« C’est seulement à l’heure plus paisible du jour qui tombe, quand le soir embaume toutes les peines de cœur, qu’il commença à parler d’une voix douce :
- Je vois une ville profonde à travers les vitres. Elle a un petit air triste. Elle penche ses toits comme on penche la tête. Seul un grand clocher fait le fier, et ses cloches se baladent dans les ruelles. L’heure est grave : c’est l’heure où la ville hésite entre le jour et la nuit. On voit déjà les lumières dans les maisons du centre, plus impatientes du soir, mais la colline s’attarde aux douceurs du jour. Le brouillard se déshabille lentement pour dormir. Il fera beau demain….

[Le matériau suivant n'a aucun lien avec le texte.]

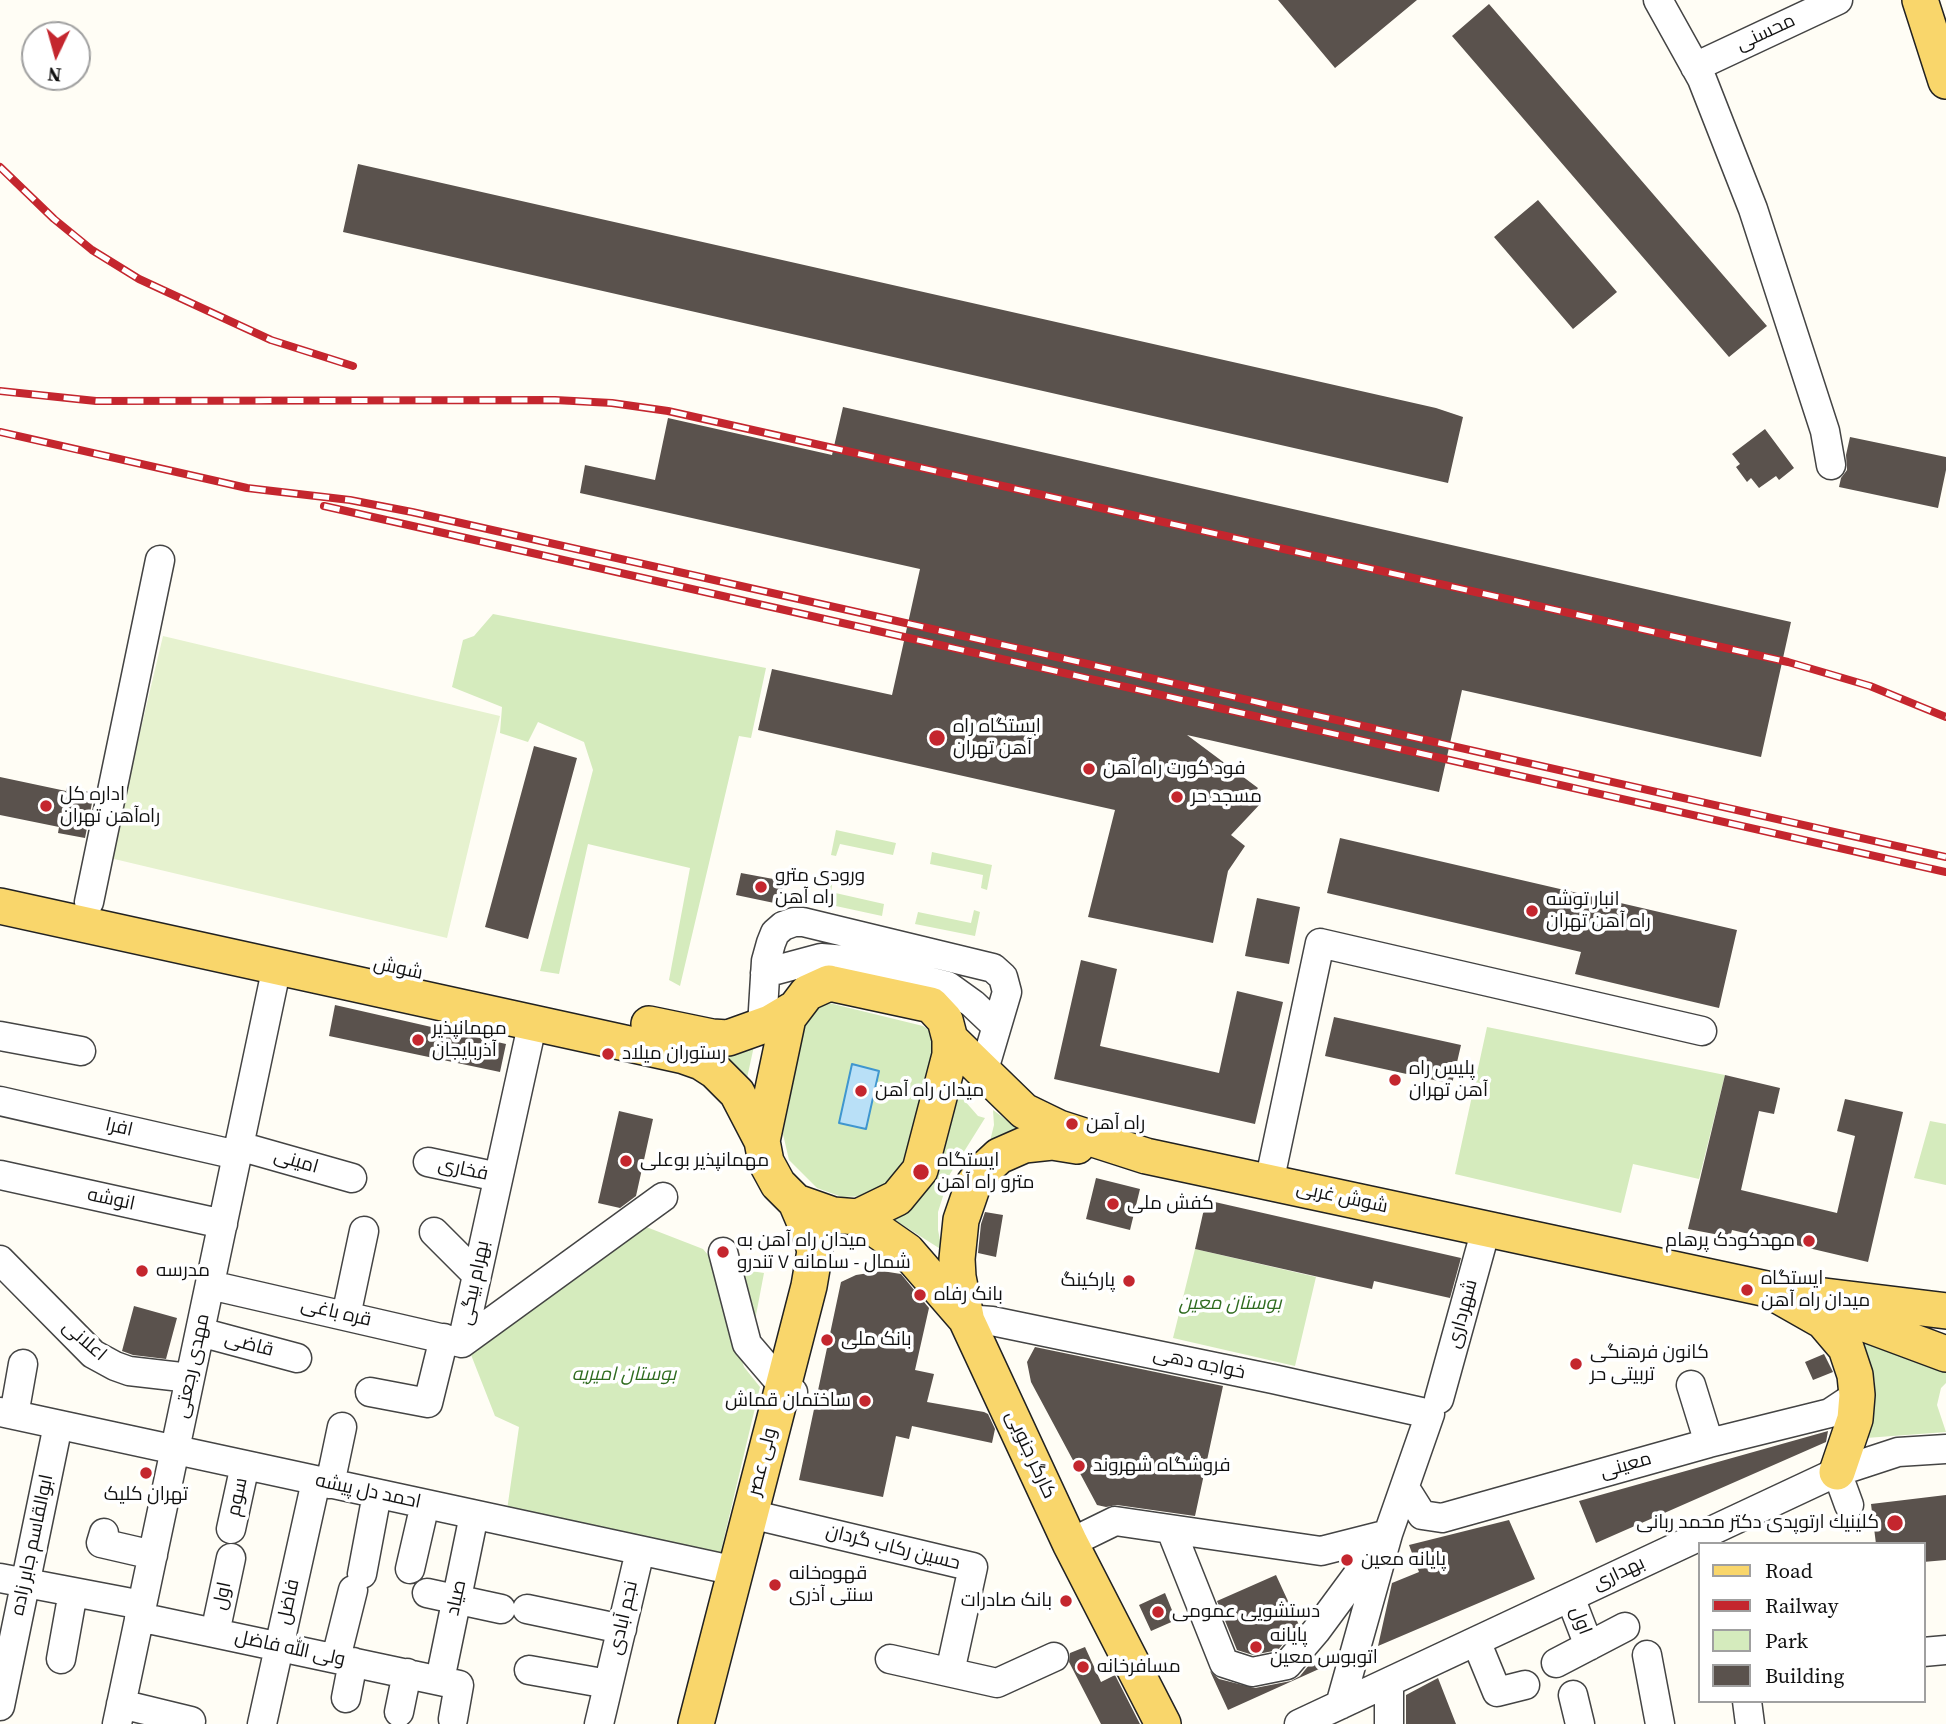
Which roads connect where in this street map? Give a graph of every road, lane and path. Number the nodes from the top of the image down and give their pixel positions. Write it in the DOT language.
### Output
graph roads {
  1 [pos="1658,0"];
  2 [pos="1838,0"];
  3 [pos="1922,0"];
  4 [pos="1946,47"];
  5 [pos="1695,67"];
  6 [pos="1946,81"];
  7 [pos="1831,465"];
  8 [pos="160,560"];
  9 [pos="89,902"];
  10 [pos="1,904"];
  11 [pos="277,966"];
  12 [pos="765,973"];
  13 [pos="792,1010"];
  14 [pos="533,1021"];
  15 [pos="762,1026"];
  16 [pos="993,1026"];
  17 [pos="1702,1031"];
  18 [pos="0,1036"];
  19 [pos="950,1039"];
  20 [pos="81,1051"];
  21 [pos="984,1073"];
  22 [pos="0,1101"];
  23 [pos="762,1141"];
  24 [pos="238,1151"];
  25 [pos="1146,1156"];
  26 [pos="429,1162"];
  27 [pos="0,1175"];
  28 [pos="498,1177"];
  29 [pos="352,1178"];
  30 [pos="1269,1183"];
  31 [pos="663,1197"];
  32 [pos="796,1202"];
  33 [pos="858,1217"];
  34 [pos="223,1224"];
  35 [pos="1486,1229"];
  36 [pos="364,1231"];
  37 [pos="434,1232"];
  38 [pos="723,1252"];
  39 [pos="0,1260"];
  40 [pos="477,1275"];
  41 [pos="210,1285"];
  42 [pos="1767,1289"];
  43 [pos="1946,1311"];
  44 [pos="346,1316"];
  45 [pos="966,1319"];
  46 [pos="200,1332"];
  47 [pos="453,1340"];
  48 [pos="1946,1354"];
  49 [pos="297,1358"];
  50 [pos="23,1364"];
  51 [pos="190,1378"];
  52 [pos="1691,1384"];
  53 [pos="783,1385"];
  54 [pos="370,1392"];
  55 [pos="1857,1395"];
  56 [pos="1435,1407"];
  57 [pos="7,1413"];
  58 [pos="58,1424"];
  59 [pos="342,1427"];
  60 [pos="1709,1443"];
  61 [pos="175,1450"];
  62 [pos="1946,1450"];
  63 [pos="245,1465"];
  64 [pos="1837,1472"];
  65 [pos="323,1482"];
  66 [pos="1405,1488"];
  67 [pos="377,1494"];
  68 [pos="425,1504"];
  69 [pos="1849,1506"];
  70 [pos="474,1515"];
  71 [pos="756,1515"];
  72 [pos="231,1529"];
  73 [pos="1171,1530"];
  74 [pos="103,1533"];
  75 [pos="1388,1534"];
  76 [pos="1721,1535"];
  77 [pos="1704,1542"];
  78 [pos="1070,1543"];
  79 [pos="1698,1544"];
  80 [pos="640,1551"];
  81 [pos="153,1555"];
  82 [pos="231,1558"];
  83 [pos="410,1569"];
  84 [pos="736,1571"];
  85 [pos="13,1580"];
  86 [pos="74,1592"];
  87 [pos="427,1593"];
  88 [pos="1570,1597"];
  89 [pos="457,1599"];
  90 [pos="141,1611"];
  91 [pos="1625,1627"];
  92 [pos="621,1629"];
  93 [pos="215,1633"];
  94 [pos="1476,1641"];
  95 [pos="1589,1646"];
  96 [pos="279,1647"];
  97 [pos="1946,1650"];
  98 [pos="1925,1651"];
  99 [pos="1647,1655"];
  100 [pos="1054,1657"];
  101 [pos="61,1658"];
  102 [pos="890,1658"];
  103 [pos="345,1660"];
  104 [pos="1556,1663"];
  105 [pos="529,1670"];
  106 [pos="950,1672"];
  107 [pos="407,1673"];
  108 [pos="440,1680"];
  109 [pos="1389,1682"];
  110 [pos="608,1684"];
  111 [pos="1525,1685"];
  112 [pos="1573,1695"];
  113 [pos="346,1698"];
  114 [pos="1747,1703"];
  115 [pos="1340,1705"];
  116 [pos="0,1706"];
  117 [pos="399,1712"];
  118 [pos="119,1714"];
  119 [pos="453,1719"];
  120 [pos="191,1721"];
  121 [pos="262,1724"];
  122 [pos="598,1724"];
  123 [pos="696,1724"];
  124 [pos="711,1724"];
  125 [pos="1163,1724"];
  126 [pos="1299,1724"];
  127 [pos="1389,1724"];
  128 [pos="1580,1724"];
  129 [pos="1660,1724"];
  130 [pos="1750,1724"];
  1 -- 5 [label="street"];
  2 -- 5 [label="street, محسنی"];
  3 -- 4 [label="main road"];
  3 -- 6 [label="main road"];
  5 -- 7 [label="street"];
  8 -- 9 [label="street"];
  9 -- 10 [label="main road, شوش"];
  9 -- 15 [label="main road, شوش"];
  10 -- 11 [label="main road, شوش"];
  11 -- 14 [label="main road, شوش"];
  11 -- 24 [label="street, مهدی رجعتی"];
  12 -- 15 [label="street"];
  12 -- 16 [label="street"];
  12 -- 16 [label="street"];
  13 -- 15 [label="main road, شوش"];
  13 -- 19 [label="main road"];
  13 -- 23 [label="main road"];
  14 -- 23 [label="main road, شوش"];
  14 -- 28 [label="street, بهرام بیگی"];
  16 -- 21 [label="street"];
  17 -- 30 [label="street"];
  18 -- 20 [label="street"];
  19 -- 21 [label="main road, شوش غربی"];
  19 -- 33 [label="main road"];
  21 -- 25 [label="main road, شوش غربی"];
  22 -- 24 [label="street, افرا"];
  23 -- 32 [label="main road"];
  24 -- 29 [label="street, امینی"];
  24 -- 34 [label="street, مهدی رجعتی"];
  25 -- 30 [label="main road, شوش غربی"];
  25 -- 45 [label="main road"];
  26 -- 28 [label="street, فخاری"];
  27 -- 34 [label="street, انوشه"];
  28 -- 40 [label="street, بهرام بیگی"];
  30 -- 35 [label="main road, شوش غربی"];
  31 -- 47 [label="street, بهرام بیگی"];
  32 -- 33 [label="main road"];
  32 -- 53 [label="main road, ولی عصر"];
  33 -- 45 [label="main road, کارگر جنوبی"];
  34 -- 41 [label="street, مهدی رجعتی"];
  35 -- 42 [label="main road, شوش غربی"];
  35 -- 56 [label="street, شهرداری"];
  36 -- 44 [label="street"];
  37 -- 40 [label="street"];
  38 -- 53 [label="street"];
  39 -- 51 [label="street, اعلانی"];
  40 -- 47 [label="street, بهرام بیگی"];
  41 -- 44 [label="street, قره باغی"];
  41 -- 46 [label="street, مهدی رجعتی"];
  42 -- 43 [label="main road"];
  42 -- 48 [label="main road"];
  42 -- 55 [label="main road"];
  44 -- 47 [label="street, قره باغی"];
  45 -- 56 [label="street, خواجه دهی"];
  45 -- 78 [label="main road, کارگر جنوبی"];
  46 -- 49 [label="street, قاضی"];
  46 -- 51 [label="street, مهدی رجعتی"];
  47 -- 54 [label="street"];
  50 -- 57 [label="street"];
  51 -- 61 [label="street, مهدی رجعتی"];
  52 -- 60 [label="street"];
  53 -- 71 [label="main road, ولی عصر"];
  55 -- 60 [label="street, معینی"];
  55 -- 64 [label="main road"];
  56 -- 66 [label="street, شهرداری"];
  57 -- 58 [label="street, احمد دل پیشه"];
  58 -- 61 [label="street, احمد دل پیشه"];
  58 -- 85 [label="street, ابوالقاسم جابر زاده"];
  59 -- 65 [label="street, فاضل"];
  60 -- 66 [label="street, معینی"];
  61 -- 63 [label="street, احمد دل پیشه"];
  61 -- 81 [label="street, مهدی رجعتی"];
  62 -- 64 [label="street, بهداری"];
  63 -- 65 [label="street, احمد دل پیشه"];
  63 -- 72 [label="street, سوم"];
  64 -- 69 [label="street"];
  64 -- 76 [label="street, بهداری"];
  65 -- 67 [label="street, احمد دل پیشه"];
  65 -- 96 [label="street, فاضل"];
  66 -- 75 [label="street, شهرداری"];
  67 -- 68 [label="street, احمد دل پیشه"];
  67 -- 103 [label="street"];
  68 -- 70 [label="street, احمد دل پیشه"];
  68 -- 83 [label="street"];
  70 -- 80 [label="street, احمد دل پیشه"];
  70 -- 89 [label="street, صیاد"];
  71 -- 84 [label="main road, ولی عصر"];
  71 -- 106 [label="street, حسین رکاب‌ گردان"];
  71 -- 124 [label="street"];
  73 -- 75 [label="street"];
  73 -- 75 [label="street"];
  73 -- 78 [label="street"];
  74 -- 81 [label="street"];
  75 -- 115 [label="street"];
  76 -- 77 [label="street, بهداری"];
  78 -- 125 [label="main road, کارگر جنوبی"];
  79 -- 88 [label="street, بهداری"];
  80 -- 84 [label="street, احمد دل پیشه"];
  80 -- 92 [label="street, نجم آبادی"];
  81 -- 90 [label="street, مهدی رجعتی"];
  82 -- 93 [label="street, اول"];
  84 -- 123 [label="main road, ولی عصر"];
  85 -- 86 [label="street, ولی الله فاضل"];
  85 -- 116 [label="street, ابوالقاسم جابر زاده"];
  86 -- 90 [label="street, ولی الله فاضل"];
  86 -- 101 [label="street"];
  87 -- 89 [label="street"];
  88 -- 94 [label="street, بهداری"];
  88 -- 95 [label="street, اول"];
  89 -- 92 [label="street"];
  89 -- 108 [label="street, صیاد"];
  90 -- 93 [label="street, ولی الله فاضل"];
  90 -- 118 [label="street, مهدی رجعتی"];
  91 -- 95 [label="street"];
  92 -- 110 [label="street, نجم آبادی"];
  93 -- 96 [label="street, ولی الله فاضل"];
  94 -- 109 [label="street, بهداری"];
  94 -- 111 [label="street"];
  95 -- 104 [label="street"];
  96 -- 103 [label="street, ولی الله فاضل"];
  96 -- 121 [label="street, فاضل"];
  97 -- 98 [label="street"];
  99 -- 129 [label="street"];
  100 -- 106 [label="street"];
  102 -- 106 [label="street"];
  103 -- 107 [label="street, ولی الله فاضل"];
  103 -- 113 [label="street"];
  105 -- 110 [label="street"];
  107 -- 108 [label="street, ولی الله فاضل"];
  107 -- 117 [label="street"];
  108 -- 119 [label="street"];
  109 -- 115 [label="street, بهداری"];
  109 -- 127 [label="street"];
  110 -- 122 [label="street, نجم آبادی"];
  112 -- 128 [label="street"];
  114 -- 130 [label="street"];
  115 -- 126 [label="street, بهداری"];
  118 -- 120 [label="street"];
}
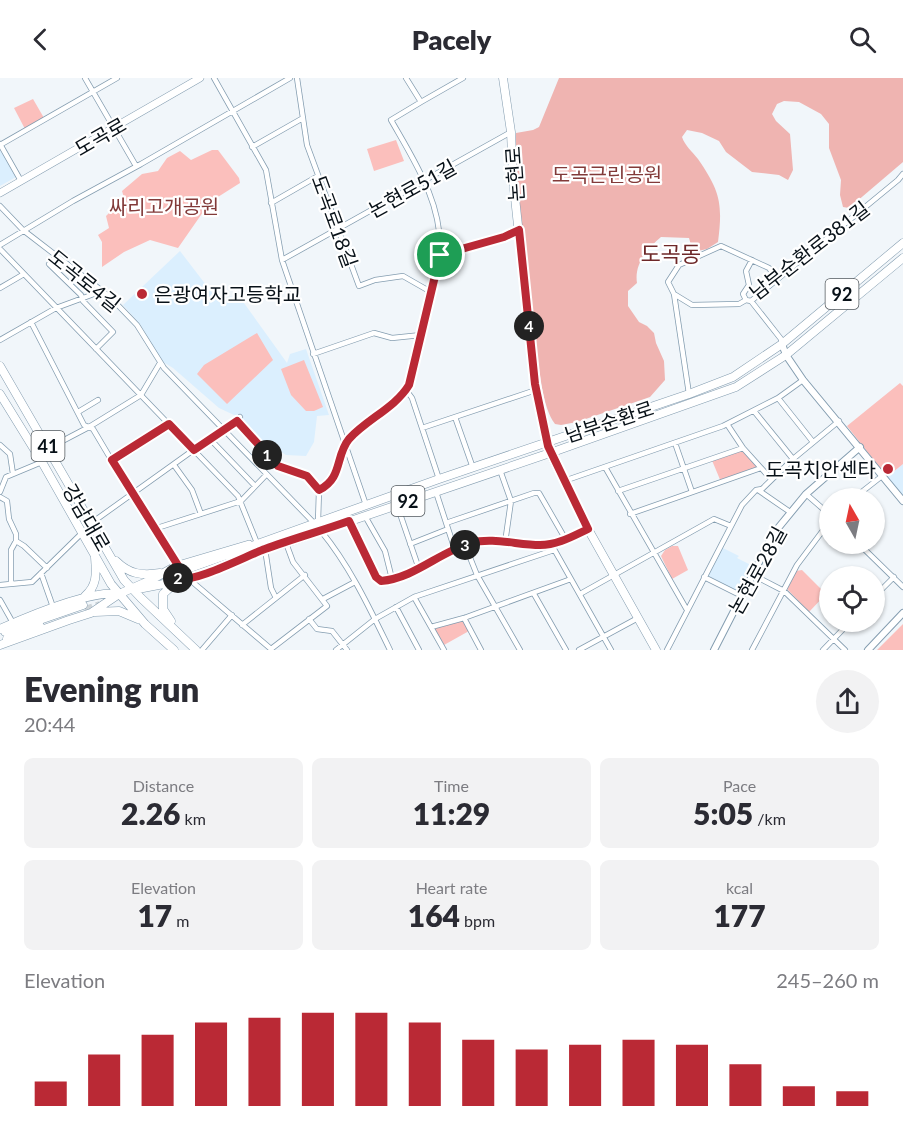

Il faisait beau le lendemain, et Franz raconta chaque jour qui suivit. La ville entière entrait par la fenêtre. Quartier par quartier, elle grandissait à travers les vitres.
- Notre hôpital, savez-vous, est chaussé d’un large boulevard, et, de l’autre côté, commence un parc… il est sage comme un jardin de pension un jour de fête, et si bien élevé… »
C’est un malade qui parle, comme on le comprend à la mention de l’hôpital. Ils sont quatre dans la chambre, quatre « allongés », mais il n’y a qu’une fenêtre, et l’occupant du lit qui en est proche a la lourde charge de raconter aux autres le monde vu par la fenêtre. Le premier, Karl, était un taiseux. Franz est le suivant, et le monde qu’il conte est comme enchanté, guidant ses camarades sur la voie de la guérison.
C’est la première nouvelle, La Fenêtre, du recueil Délicieuses Frayeurs, qui en conte onze. C’est magnifiquement écrit, mais j’en ai lu trois, et la chute de chacune était si sombre que j’arrête. J’ai d’ailleurs relu Les Saisons, étrange roman que j’ai déjà évoqué ici à plusieurs reprises.
Eh bien, c’était encore plus
étrange que dans mon souvenir. Il me restait des fragments de scènes, que la
lecture a retissées entre elles.
La Brigde, les Dogde – Walter
et Clara -, la petite Louana et sa cousine Cherline, l’éléphantesque et revêche Mme Ham, le vieil
unijambiste Raurque, Brouette l’ancêtre puant, Berque, Schlitte, Escladoss, et le Croll médecin des hommes et des bêtes,
les sœurs Steppe, Aoste… rauques et hérissés de consonnes ou à peine adoucis
par les hiatus de voyelles, tels sont les habitants du village où Siméon,
fuyant un passé brûlé de soleil et hanté de visions cauchemardesques, est venu
trouver ce qu’il croit être son refuge,
pour y écrire, sur son luxueux « papier drelin » filigrané –
son seul luxe - l’horreur de son esclavage et la mort de sa petite sœur Enina.
Un village anonyme au fond d’une vallée de montagne, au bout du monde. Siméon
le naïf au visage si terriblement ingrat, qui se croit accueilli et célèbre
l’hospitalité de ces villageois plus que frustes - hostiles, instables.